Model Characteristics | Application to Cancer | Application to Genetic Risk |
---|---|---|
Features of the Illness | Type of cancer | Type of genetic risk |
Mode of onset | Likelihood of developing disease | |
Phase of life cycle at cancer diagnosis | Phase of life cycle at receipt of test results | |
Availability of therapy | Availability of preventive or therapeutic options | |
Course and severity of disease | Expected severity of disease | |
Time Phases of Illness | Awareness of symptoms | Awareness of familial risk |
Diagnostic work up | Information seeking | |
Diagnosis | Testing decision | |
Treatment decision | Adoption of screening, preventive options | |
Treatment phase | Active surveillance | |
Adaptation to chronic phase | Adaptation to genetic risk phase | |
Terminal phase | Outcome(s) of genetic risk | |
Family System Variables | Coping with cancer skills | Coping with genetic risk skills |
Patterns of communication about cancer | Patterns of communication about genetic risk | |
Caregiving skills | Family support structures | |
Family experience with cancer | Family experience with genetic risk | |
Quality of relationships | Quality of relationships | |
Adoption of new family roles | Adoption of new risk identity | |
Family values and beliefs about cancer | Family values and beliefs about genetics |
A Family-Centered Approach to Cancer Care
Unlike the current uncertainty associated with the risks and benefits of sharing genetic information within the family, it is widely agreed that communication with and active involvement of the family is an important component of the delivery of medical care, especially in the setting of serious and life threatening illnesses such as cancer.

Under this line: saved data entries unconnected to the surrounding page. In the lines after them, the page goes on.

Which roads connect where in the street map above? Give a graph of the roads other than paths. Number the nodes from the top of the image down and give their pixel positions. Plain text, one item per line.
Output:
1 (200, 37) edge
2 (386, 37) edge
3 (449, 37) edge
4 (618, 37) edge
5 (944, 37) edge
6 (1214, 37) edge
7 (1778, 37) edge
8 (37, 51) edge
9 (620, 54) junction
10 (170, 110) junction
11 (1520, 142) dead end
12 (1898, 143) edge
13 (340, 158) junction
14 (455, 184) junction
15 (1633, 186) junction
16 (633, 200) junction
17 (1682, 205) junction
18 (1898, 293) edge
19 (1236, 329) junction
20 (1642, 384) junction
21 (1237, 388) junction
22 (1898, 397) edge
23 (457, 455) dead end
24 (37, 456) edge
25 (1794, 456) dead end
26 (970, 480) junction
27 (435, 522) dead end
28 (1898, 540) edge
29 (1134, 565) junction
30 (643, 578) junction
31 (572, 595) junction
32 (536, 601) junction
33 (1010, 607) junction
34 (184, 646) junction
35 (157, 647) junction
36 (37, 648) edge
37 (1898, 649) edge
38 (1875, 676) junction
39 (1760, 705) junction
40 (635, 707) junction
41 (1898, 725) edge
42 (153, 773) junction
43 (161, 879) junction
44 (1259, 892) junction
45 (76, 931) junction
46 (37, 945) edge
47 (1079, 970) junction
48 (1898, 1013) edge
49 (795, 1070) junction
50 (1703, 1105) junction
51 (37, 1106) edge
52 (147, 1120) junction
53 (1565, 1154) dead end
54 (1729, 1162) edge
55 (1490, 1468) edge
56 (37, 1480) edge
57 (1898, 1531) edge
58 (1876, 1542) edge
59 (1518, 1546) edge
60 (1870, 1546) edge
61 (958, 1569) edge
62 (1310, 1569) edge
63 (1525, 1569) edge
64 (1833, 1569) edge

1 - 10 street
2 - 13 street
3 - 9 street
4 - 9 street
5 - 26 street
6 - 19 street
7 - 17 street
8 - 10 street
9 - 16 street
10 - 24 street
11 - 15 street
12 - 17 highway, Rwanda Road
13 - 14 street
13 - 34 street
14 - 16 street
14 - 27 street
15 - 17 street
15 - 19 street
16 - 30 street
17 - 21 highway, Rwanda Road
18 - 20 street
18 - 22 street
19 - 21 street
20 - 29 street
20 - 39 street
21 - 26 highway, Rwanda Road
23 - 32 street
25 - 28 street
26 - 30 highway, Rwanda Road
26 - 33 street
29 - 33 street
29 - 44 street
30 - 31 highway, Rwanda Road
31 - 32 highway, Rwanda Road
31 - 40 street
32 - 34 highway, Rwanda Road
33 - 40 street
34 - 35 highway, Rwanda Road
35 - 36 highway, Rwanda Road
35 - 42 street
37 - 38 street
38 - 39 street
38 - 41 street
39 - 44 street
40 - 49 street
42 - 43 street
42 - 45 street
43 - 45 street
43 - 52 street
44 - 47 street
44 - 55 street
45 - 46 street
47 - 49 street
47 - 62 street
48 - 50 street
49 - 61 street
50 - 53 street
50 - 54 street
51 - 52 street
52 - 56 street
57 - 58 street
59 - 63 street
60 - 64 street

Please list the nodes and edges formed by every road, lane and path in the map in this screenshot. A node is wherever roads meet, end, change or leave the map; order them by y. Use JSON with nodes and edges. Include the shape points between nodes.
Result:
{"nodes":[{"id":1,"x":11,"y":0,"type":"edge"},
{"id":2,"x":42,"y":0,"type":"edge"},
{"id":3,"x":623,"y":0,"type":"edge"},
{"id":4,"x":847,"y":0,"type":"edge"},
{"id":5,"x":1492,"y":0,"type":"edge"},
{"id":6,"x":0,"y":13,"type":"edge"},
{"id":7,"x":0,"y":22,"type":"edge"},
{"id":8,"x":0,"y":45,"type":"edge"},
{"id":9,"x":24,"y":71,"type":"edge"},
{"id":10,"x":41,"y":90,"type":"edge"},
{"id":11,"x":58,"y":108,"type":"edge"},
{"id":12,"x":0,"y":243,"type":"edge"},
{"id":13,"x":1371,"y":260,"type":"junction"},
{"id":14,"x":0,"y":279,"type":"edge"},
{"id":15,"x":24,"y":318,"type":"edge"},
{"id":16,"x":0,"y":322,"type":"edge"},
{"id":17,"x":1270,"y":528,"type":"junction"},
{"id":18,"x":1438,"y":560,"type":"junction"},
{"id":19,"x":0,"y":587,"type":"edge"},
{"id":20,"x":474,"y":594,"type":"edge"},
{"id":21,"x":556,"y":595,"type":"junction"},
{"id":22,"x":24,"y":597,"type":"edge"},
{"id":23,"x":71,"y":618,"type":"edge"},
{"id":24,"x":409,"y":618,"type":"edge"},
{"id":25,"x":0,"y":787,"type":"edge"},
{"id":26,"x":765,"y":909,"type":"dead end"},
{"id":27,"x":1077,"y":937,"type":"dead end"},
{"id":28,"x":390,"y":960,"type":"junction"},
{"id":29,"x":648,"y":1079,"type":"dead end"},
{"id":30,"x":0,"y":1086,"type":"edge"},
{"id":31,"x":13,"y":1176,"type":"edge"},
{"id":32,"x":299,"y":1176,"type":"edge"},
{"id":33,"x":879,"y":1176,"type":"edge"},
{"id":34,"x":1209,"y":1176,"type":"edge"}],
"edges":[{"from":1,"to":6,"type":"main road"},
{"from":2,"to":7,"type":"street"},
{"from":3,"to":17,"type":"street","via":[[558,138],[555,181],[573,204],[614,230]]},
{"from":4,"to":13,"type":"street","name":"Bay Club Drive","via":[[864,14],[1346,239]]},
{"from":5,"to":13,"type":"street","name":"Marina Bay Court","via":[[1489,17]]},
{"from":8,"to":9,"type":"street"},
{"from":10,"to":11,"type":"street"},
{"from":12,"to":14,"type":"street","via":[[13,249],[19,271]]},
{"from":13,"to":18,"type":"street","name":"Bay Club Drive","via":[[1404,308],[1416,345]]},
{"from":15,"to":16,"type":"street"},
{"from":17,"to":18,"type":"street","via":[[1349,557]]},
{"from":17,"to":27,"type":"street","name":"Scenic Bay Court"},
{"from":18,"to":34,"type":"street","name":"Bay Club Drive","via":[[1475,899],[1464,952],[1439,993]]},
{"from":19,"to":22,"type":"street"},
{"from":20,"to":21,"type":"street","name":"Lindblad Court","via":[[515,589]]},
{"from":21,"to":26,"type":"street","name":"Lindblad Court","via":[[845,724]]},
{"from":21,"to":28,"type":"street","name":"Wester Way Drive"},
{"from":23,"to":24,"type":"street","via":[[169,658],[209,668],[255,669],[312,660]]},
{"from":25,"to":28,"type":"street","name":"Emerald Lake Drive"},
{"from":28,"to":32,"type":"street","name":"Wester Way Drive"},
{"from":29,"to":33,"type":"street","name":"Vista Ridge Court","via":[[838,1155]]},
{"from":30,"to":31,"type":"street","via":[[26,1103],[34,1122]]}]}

A family centered approach is particularly applicable to the experience of a cancer diagnosis within a family because it not only acknowledges the support needs of patients, but also the needs of family members. These needs include information about the patient’s illness, their role in care giving, anticipated changes in family role functioning, and their access to resources and support. Although cancer can vary in terms of presentation, course and outcome, a cancer diagnosis in an individual is often met with fear, depression, anxiety, isolation, and uncertainty about the future and can create a crisis which can threaten the family with potential loss. Individuals facing a diagnosis of cancer often rely on their family to help them understand and adjust to their situation, and help them to navigate the decisions they are facing. Thus it has become a central tenet of the model of cancer care that the family is an indispensable component of the patient’s care team and support network. The family unit offers several potential strengths needed to adjust to an adverse event like a cancer diagnosis, including shared values and beliefs, a history of sharing information, established family roles, and a stable environment.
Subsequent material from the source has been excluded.